- **WHAT YOU SHOULD DO**
Scan the material below for the string "roads". Report every line that has it.
* * *
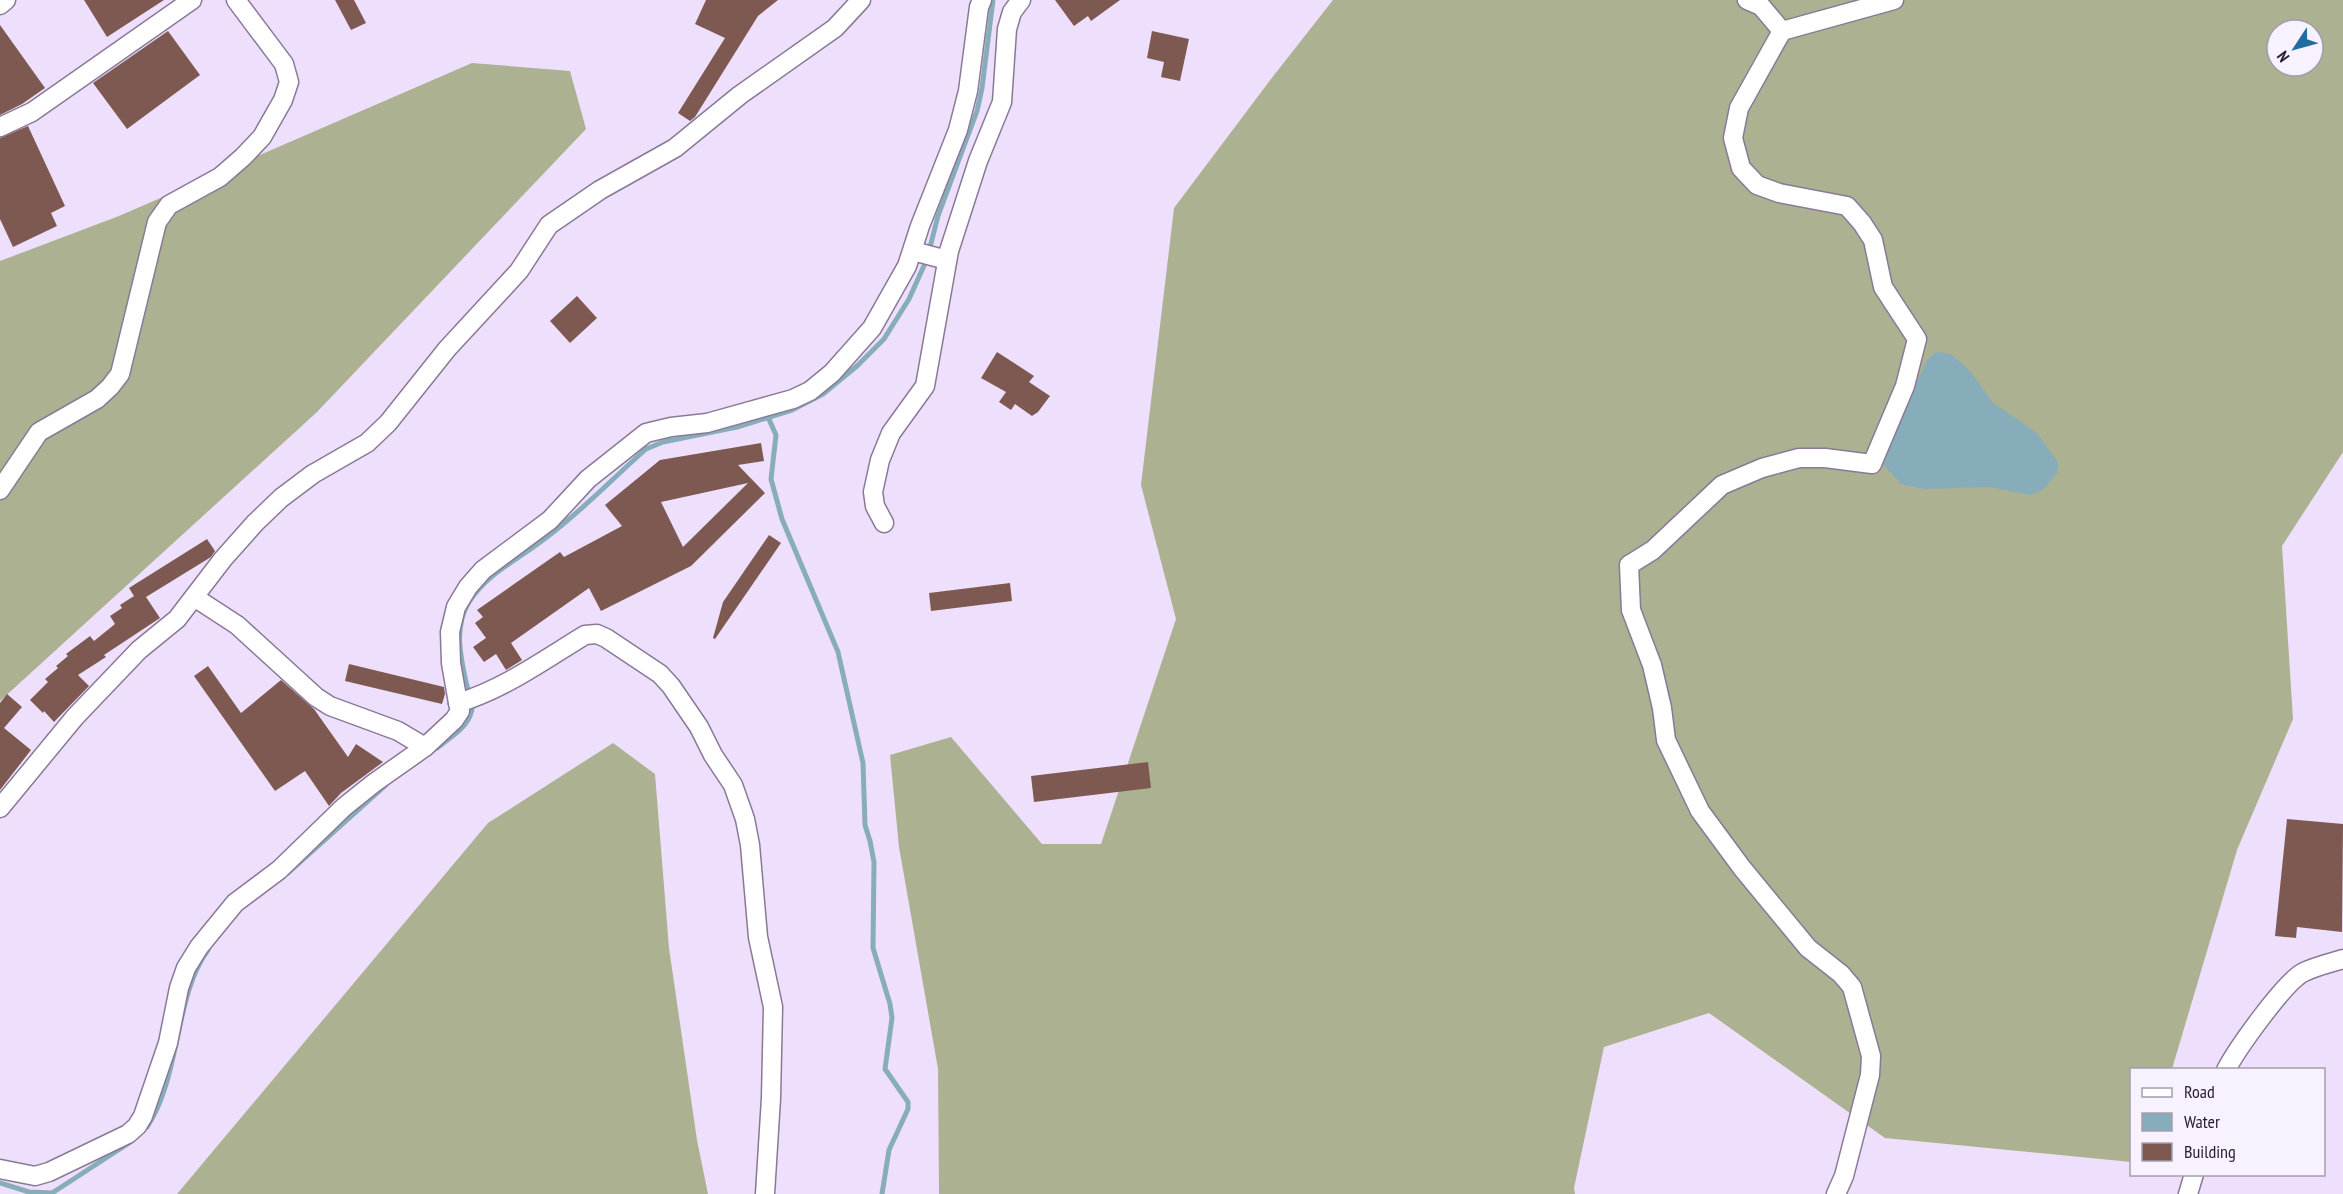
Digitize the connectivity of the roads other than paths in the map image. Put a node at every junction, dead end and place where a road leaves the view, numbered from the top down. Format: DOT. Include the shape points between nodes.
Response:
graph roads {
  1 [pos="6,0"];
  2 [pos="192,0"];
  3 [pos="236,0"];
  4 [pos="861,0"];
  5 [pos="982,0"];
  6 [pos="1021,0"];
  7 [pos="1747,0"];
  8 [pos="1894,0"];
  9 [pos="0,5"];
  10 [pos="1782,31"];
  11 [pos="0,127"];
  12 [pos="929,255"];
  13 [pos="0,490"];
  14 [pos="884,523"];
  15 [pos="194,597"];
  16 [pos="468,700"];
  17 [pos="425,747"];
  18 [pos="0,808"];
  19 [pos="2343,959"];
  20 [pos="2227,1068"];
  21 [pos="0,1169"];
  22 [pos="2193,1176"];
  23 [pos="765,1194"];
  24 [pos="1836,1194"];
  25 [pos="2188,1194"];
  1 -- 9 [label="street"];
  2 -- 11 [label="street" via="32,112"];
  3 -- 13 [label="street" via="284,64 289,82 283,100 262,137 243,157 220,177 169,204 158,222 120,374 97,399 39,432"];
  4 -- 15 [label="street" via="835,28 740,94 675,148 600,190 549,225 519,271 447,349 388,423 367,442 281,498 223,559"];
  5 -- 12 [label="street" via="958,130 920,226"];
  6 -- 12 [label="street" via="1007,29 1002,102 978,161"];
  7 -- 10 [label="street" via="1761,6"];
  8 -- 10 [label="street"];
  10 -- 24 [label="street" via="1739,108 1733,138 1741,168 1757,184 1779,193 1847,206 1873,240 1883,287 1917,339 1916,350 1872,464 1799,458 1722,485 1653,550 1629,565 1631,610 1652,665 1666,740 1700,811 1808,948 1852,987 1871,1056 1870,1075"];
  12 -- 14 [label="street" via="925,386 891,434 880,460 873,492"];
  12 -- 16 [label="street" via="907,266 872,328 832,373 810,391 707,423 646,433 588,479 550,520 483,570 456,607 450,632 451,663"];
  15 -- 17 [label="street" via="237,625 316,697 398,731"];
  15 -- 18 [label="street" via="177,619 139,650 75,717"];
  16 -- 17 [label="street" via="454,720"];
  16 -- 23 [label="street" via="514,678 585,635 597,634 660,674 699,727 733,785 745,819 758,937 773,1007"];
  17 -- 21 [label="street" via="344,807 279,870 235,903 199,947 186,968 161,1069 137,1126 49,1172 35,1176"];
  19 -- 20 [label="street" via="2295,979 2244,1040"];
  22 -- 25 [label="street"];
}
* * *
- **THE ANSWER**
Digitize the connectivity of the roads other than paths in the map image. Put a node at every junction, dead end and place where a road leaves the view, numbered from the top down. Format: DOT. Include the shape points between nodes.
graph roads {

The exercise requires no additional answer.